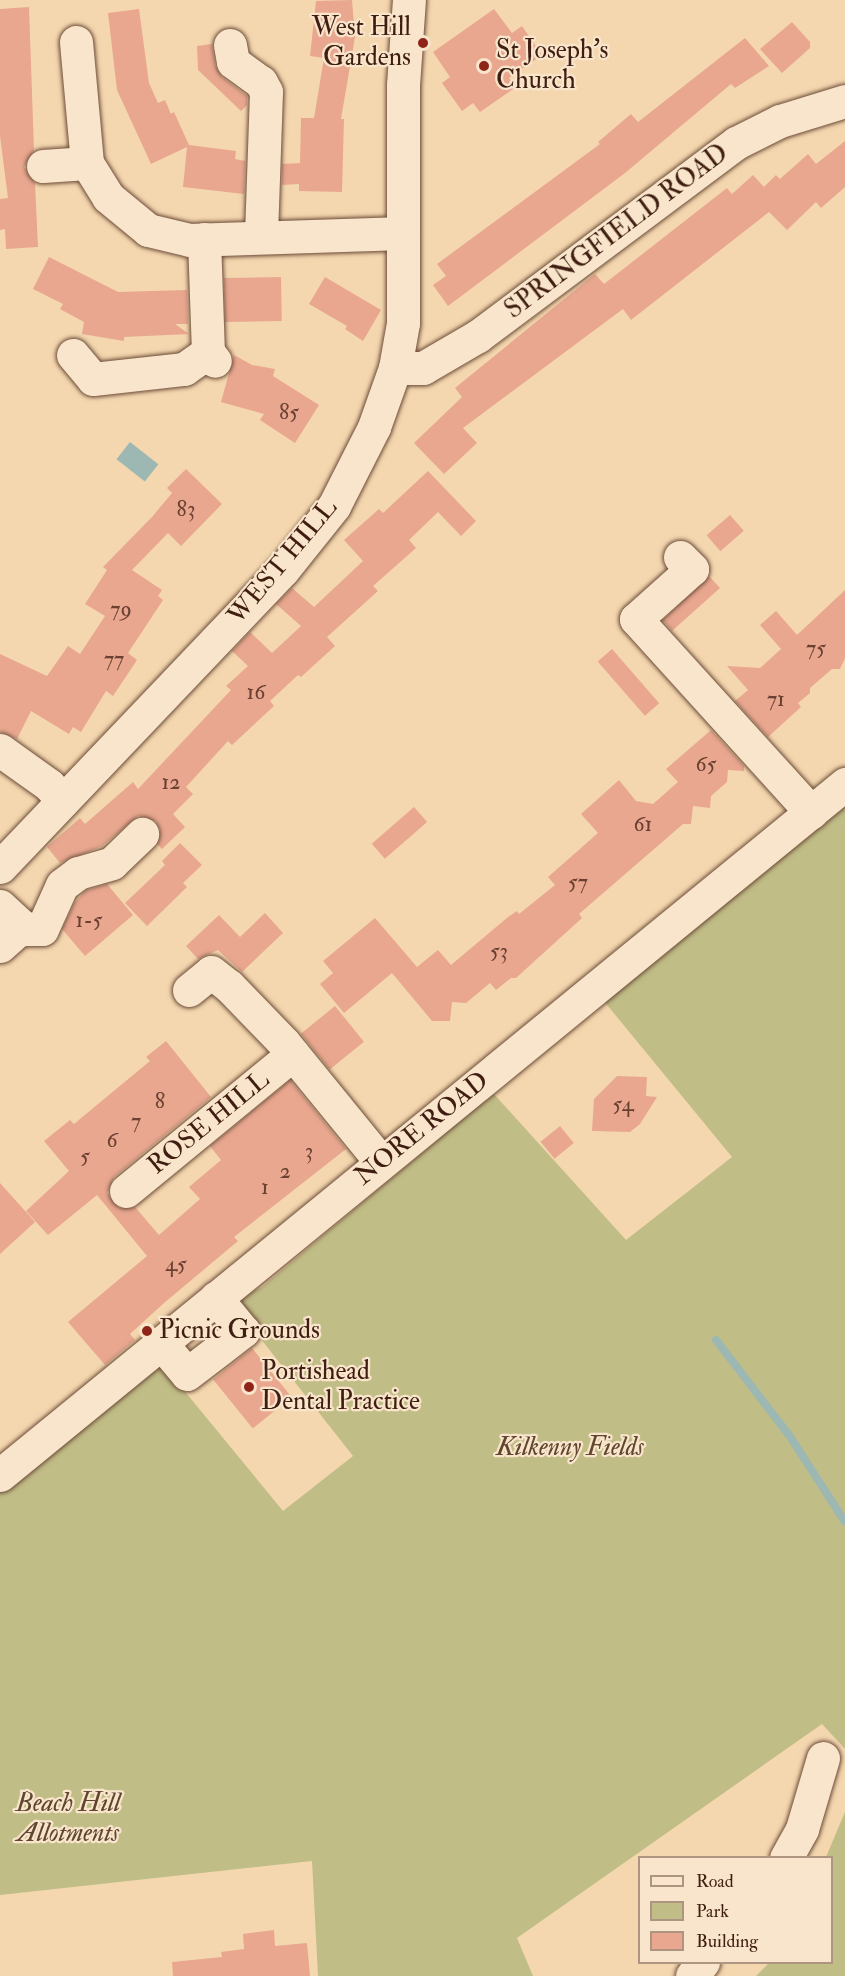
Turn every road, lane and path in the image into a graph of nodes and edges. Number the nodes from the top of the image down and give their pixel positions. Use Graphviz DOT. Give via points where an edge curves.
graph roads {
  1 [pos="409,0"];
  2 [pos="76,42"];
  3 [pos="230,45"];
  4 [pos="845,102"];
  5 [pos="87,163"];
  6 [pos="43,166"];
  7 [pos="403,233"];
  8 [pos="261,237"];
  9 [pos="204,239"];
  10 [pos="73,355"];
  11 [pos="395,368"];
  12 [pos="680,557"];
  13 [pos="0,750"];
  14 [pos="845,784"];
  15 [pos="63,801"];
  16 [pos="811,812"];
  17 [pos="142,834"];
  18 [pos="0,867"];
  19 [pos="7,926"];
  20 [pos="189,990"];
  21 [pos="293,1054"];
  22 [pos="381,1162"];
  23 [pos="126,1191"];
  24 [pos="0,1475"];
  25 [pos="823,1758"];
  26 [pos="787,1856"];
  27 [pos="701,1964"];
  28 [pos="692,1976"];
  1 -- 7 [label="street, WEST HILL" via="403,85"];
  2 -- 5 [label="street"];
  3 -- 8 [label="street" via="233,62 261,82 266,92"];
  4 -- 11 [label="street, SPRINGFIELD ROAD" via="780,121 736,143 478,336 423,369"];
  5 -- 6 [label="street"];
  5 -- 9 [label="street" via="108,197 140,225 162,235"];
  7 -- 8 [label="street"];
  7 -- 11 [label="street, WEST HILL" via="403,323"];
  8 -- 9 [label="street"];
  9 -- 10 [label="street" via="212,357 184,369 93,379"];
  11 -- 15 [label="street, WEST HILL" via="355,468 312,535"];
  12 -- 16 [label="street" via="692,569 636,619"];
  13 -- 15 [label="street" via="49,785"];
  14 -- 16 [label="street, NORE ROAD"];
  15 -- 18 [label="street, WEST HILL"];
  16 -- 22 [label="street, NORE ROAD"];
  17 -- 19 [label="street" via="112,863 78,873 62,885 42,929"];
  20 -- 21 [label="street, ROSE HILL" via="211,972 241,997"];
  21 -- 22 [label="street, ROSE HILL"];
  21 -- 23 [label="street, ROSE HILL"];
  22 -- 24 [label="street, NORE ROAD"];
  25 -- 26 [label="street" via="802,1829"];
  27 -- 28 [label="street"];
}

What needs to be done
Give the number of lines in the material above where the word "HILL" appears, without any other words.

Answer to the problem
7